Os pesquisadores estão desmontando um estudo de alto perfil. Aquele que afirmava que a IA poderia realmente simular o pensamento humano? Parece que tinha uma ótima memória.
O artigo original, publicado na Nature em 2025, fazia afirmações ousadas. Um LLM chamado Centaur poderia “prever e simular o comportamento humano”. Até 64% de precisão em vários testes psicológicos. Isso parece impressionante. Isso sugere que a máquina entendeu a tomada de decisões. Foi treinado em mais de 10 milhões de escolhas humanas. 160 experimentos diferentes. 60.000 pessoas envolvidas.
Mas um artigo de janeiro de 2026 no National Science Open diz que isso é enganoso. Centauro não estava pensando. Foi superajustado.
Overfitting é o inimigo aqui.
Acontece quando uma IA aprende muito bem os dados de treinamento. Em vez de compreender o conceito, ele memoriza os padrões específicos desse conjunto de dados. Ele tem um desempenho brilhante em dados conhecidos. Ele trava em qualquer coisa nova. É um código de trapaça para testes que você já viu.
Nai Ding, professor da Universidade de Zhejiang, comparou isso a um estudante se preparando para um exame.
“Se um aluno está superpreparado, ele aprende truques para adivinhar as respostas sem entender o material”, escreveu Ding. Se o teste e os problemas práticos compartilharem os mesmos atalhos estatísticos, a trapaça permanecerá oculta. A pontuação parece boa. O entendimento? Zero.
O teste da opção A
Ding e seu colega Wei Liu decidiram verificar.
Eles não apenas fizeram novas perguntas ao Centauro. Eles modificaram o prompt. Eles adicionaram um comando direto: “Por favor, escolha a opção A”.
Instruções simples. Intenção clara.
Se o modelo entendesse a tarefa, ele deveria escolher A todas as vezes. Mesmo que A esteja errado. Especialmente se A estiver errado, para provar que está seguindo instruções em vez de confiar em conhecimento prévio.
Centauro continuou escolhendo a resposta “correta”. Aquele do conjunto de treinamento original. Não A.
Isso sugere que não foi raciocínio. Estava repetindo fantasmas estatísticos.
“O alto desempenho por si só não nos diz o mecanismo.”
Ding acertou em cheio. Pontuações altas podem mascarar a falta de compreensão real. Isso levanta a questão: estamos nos aproximando de um teto rígido para a IA?
Alguns pensam que sim. Um estudo de fevereiro argumentou que os LLMs têm falhas de raciocínio fundamentais incorporadas em sua arquitetura. Eles não podem planejar holisticamente. Eles não conseguem pensar profundamente.
Chris Burr, do Alan Turing Institute, destacou que os benchmarks atuais recompensam a correspondência de padrões. Os modelos são construídos para se ajustarem. Para não entender.
“As métricas do título são adequadas à recompensa… não a uma compreensão mais profunda.”
Um modelo pode imitar perfeitamente a cognição sem ter nenhuma. Na melhor das hipóteses, Centaur mostrou “evidências de estilo behaviorista” para uma pequena fatia da linguagem. Parecia que estava pensando. Parecia compreensão. Mas foi apenas redução de ruído.
O mistério não resolvido
Porém, há uma complicação.
Os pesquisadores originais ainda tinham uma carta para jogar. Centauro fez algo inesperado. Ele previu o comportamento em 10% dos dados não usados para treinamento. Dados retidos. Novos cenários que não havia “memorizado”.
A crítica de Ding e Liu não abordou totalmente esta questão.

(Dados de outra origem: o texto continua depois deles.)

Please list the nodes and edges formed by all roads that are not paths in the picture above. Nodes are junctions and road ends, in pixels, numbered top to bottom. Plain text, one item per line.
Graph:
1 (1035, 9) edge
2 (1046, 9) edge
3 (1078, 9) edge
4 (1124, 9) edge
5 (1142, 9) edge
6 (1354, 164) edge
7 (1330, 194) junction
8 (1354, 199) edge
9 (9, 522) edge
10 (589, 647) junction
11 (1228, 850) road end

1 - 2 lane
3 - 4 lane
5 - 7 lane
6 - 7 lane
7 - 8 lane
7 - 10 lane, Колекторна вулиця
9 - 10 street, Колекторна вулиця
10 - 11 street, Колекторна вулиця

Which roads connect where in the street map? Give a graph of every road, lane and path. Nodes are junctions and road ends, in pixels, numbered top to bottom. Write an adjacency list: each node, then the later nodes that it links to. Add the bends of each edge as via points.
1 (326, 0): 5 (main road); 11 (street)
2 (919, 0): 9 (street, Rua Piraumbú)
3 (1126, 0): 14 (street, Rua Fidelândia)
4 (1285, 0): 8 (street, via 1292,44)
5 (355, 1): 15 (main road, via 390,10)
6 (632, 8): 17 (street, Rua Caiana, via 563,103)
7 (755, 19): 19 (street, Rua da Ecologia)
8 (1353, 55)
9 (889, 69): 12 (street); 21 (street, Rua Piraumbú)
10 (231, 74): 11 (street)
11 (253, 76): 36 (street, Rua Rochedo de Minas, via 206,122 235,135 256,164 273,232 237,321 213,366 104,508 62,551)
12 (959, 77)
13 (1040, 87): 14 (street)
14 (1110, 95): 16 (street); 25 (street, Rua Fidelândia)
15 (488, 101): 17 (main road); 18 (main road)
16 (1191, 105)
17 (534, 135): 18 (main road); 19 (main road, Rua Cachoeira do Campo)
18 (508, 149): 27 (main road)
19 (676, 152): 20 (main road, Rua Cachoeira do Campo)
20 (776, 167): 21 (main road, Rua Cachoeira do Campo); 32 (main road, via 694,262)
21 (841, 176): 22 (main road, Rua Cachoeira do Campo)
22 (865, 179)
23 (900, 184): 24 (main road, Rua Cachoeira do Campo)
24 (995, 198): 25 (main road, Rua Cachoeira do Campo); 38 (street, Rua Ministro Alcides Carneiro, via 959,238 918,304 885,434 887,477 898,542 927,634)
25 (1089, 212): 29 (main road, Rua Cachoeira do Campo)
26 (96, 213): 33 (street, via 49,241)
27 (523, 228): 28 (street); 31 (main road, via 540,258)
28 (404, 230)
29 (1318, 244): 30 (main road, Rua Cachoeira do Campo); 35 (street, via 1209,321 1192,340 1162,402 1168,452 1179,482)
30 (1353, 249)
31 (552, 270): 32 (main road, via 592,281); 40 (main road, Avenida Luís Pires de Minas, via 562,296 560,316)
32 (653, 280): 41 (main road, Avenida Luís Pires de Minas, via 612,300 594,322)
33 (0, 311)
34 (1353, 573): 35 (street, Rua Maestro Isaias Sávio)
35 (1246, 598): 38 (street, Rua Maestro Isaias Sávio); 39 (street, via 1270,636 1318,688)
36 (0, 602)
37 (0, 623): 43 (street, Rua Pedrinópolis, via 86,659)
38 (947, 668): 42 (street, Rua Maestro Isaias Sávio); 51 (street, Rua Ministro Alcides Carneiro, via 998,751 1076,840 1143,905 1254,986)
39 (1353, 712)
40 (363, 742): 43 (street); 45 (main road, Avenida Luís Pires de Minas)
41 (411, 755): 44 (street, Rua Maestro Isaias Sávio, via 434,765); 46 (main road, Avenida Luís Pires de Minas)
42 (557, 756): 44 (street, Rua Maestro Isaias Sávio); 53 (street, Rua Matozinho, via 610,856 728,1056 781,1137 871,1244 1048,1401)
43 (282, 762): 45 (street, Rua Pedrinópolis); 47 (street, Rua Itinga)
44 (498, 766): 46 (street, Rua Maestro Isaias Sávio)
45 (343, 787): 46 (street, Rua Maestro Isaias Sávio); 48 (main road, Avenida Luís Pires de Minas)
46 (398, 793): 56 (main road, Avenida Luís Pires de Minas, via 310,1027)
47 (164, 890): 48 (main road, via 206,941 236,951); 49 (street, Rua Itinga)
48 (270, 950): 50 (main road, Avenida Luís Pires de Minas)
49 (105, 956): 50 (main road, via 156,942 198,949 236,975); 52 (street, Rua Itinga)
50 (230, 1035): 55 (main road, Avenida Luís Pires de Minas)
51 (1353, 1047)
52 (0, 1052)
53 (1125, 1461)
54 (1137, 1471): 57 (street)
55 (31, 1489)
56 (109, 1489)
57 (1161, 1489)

Burr observa que o programa mais amplo não foi refutado. Centaur ainda supera outros em contextos intactos. O ónus da prova mudou, mas o mistério dos dados mantidos permanece.
Por que funcionou no conjunto de teste se é apenas um memorizador superajustado?
Ainda não sabemos.
Por que os testes de estresse são importantes
Não se trata de desacreditar totalmente o Centauro. É sobre como definimos o sucesso.
“Precisamos distinguir entre ‘realizar uma tarefa’ e ‘realizar pelas razões certas’.”
Essa distinção é tudo se quisermos construir modelos cognitivos reais. Não apenas ferramentas sofisticadas de preenchimento automático.
Ding insiste que precisamos testar modelos em tipos de conhecimento semelhantes ao seu treinamento, mas não explicitamente incluídos. Se falharem, o modelo é uma notícia falsa. Se der certo, talvez tenhamos alguma coisa.
Sem estes testes de resistência, tiramos conclusões erradas. Presumimos que a cognição humana está resolvida. Não é. Restam problemas. Difíceis.
Os autores do estudo original da Nature foram convidados a responder a estas novas descobertas.
A WordsSideKick.com recebeu uma resposta sem nada. Silêncio registrado.